──────── EXCERPTED DATA ────────
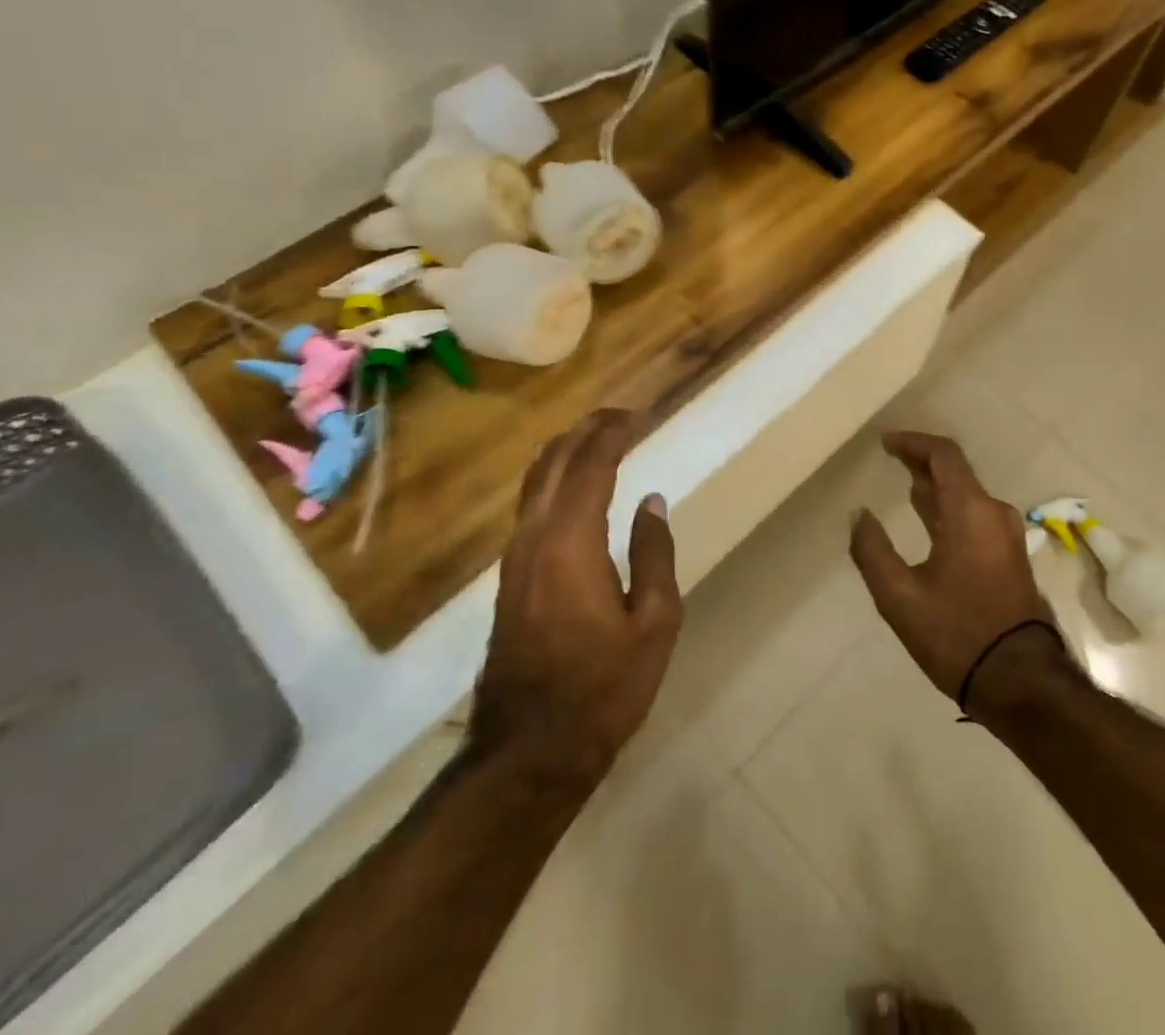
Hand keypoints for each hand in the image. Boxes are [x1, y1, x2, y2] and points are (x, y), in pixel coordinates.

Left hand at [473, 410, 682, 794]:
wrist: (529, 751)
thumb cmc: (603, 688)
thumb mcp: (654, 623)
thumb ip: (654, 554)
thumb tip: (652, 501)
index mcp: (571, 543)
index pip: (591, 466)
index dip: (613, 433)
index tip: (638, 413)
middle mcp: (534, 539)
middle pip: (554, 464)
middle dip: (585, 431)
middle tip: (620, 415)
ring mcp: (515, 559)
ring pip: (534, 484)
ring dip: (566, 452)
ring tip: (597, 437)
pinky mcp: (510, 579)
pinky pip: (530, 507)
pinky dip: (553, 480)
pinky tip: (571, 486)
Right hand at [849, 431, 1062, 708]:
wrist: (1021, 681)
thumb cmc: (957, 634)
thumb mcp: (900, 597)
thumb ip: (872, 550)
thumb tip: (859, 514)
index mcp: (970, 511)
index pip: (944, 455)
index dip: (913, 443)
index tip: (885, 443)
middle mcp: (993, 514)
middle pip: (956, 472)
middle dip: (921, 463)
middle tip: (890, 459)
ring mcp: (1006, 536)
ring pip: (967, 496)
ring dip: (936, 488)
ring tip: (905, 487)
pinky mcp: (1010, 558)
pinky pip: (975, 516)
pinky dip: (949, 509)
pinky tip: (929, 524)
────────
──────── EXCERPTED DATA ────────
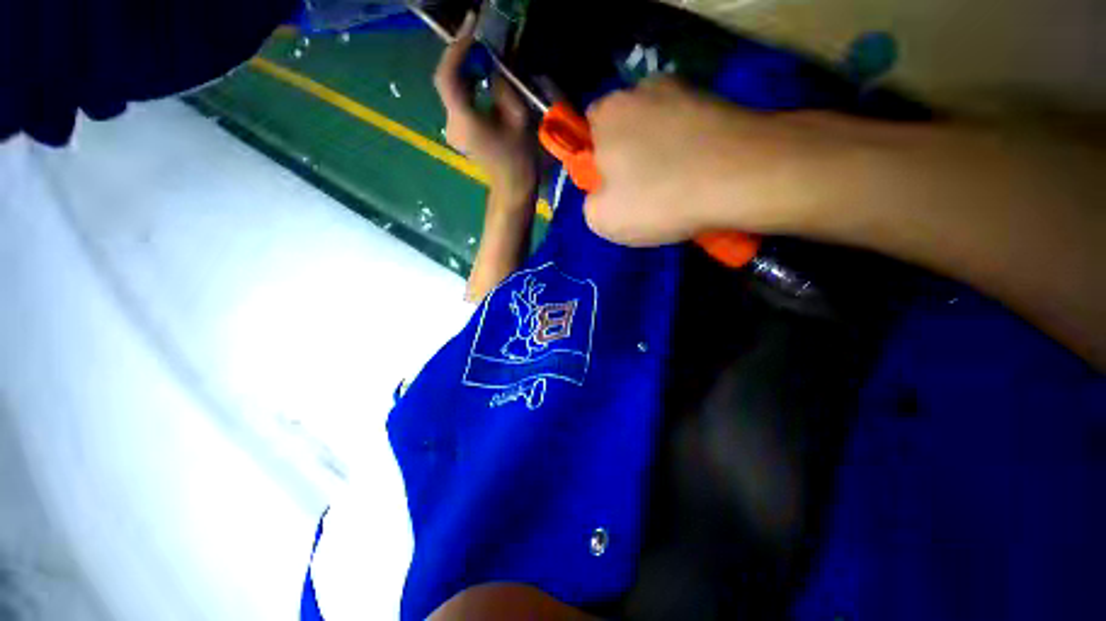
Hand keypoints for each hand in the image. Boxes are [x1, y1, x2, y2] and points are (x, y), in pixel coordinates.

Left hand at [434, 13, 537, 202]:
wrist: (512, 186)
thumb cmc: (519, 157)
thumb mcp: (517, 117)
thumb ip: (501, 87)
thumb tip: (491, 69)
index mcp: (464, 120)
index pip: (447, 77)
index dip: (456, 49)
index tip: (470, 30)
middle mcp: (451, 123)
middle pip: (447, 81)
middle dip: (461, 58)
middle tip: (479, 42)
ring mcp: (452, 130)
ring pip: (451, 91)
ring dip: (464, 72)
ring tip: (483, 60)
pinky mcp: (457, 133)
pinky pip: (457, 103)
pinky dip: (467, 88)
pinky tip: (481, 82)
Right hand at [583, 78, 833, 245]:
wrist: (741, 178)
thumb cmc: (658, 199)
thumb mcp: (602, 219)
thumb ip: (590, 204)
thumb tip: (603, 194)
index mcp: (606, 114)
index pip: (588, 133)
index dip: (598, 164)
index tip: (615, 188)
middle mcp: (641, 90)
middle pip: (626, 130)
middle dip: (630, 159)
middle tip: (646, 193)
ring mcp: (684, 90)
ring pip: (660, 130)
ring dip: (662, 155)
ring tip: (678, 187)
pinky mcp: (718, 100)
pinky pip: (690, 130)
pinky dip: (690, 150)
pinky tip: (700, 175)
────────
* ABOUT THIS EXERCISE
Of all the entries above, repeat only the lines from the line that has "thumb tip: (491, 69)" to the line that has "pinky tip: (700, 175)", both lines included, exactly.

* REPLY TO THE EXERCISE
thumb tip: (491, 69)
index mcp: (464, 120)
index pip: (447, 77)
index dip: (456, 49)
index tip: (470, 30)
middle mcp: (451, 123)
middle pip: (447, 81)
middle dip: (461, 58)
middle tip: (479, 42)
ring mcp: (452, 130)
ring pip: (451, 91)
ring dip: (464, 72)
ring tip: (483, 60)
pinky mcp: (457, 133)
pinky pip: (457, 103)
pinky dip: (467, 88)
pinky tip: (481, 82)
Right hand at [583, 78, 833, 245]:
wrist: (741, 178)
thumb cmc: (658, 199)
thumb mcp: (602, 219)
thumb ip: (590, 204)
thumb tip: (603, 194)
index mcp: (606, 114)
index pip: (588, 133)
index dip: (598, 164)
index tip: (615, 188)
middle mcp: (641, 90)
middle pip: (626, 130)
middle dip: (630, 159)
middle tip: (646, 193)
ring mcp: (684, 90)
ring pip: (660, 130)
ring dip: (662, 155)
ring tip: (678, 187)
pinky mcp: (718, 100)
pinky pip: (690, 130)
pinky dip: (690, 150)
pinky tip: (700, 175)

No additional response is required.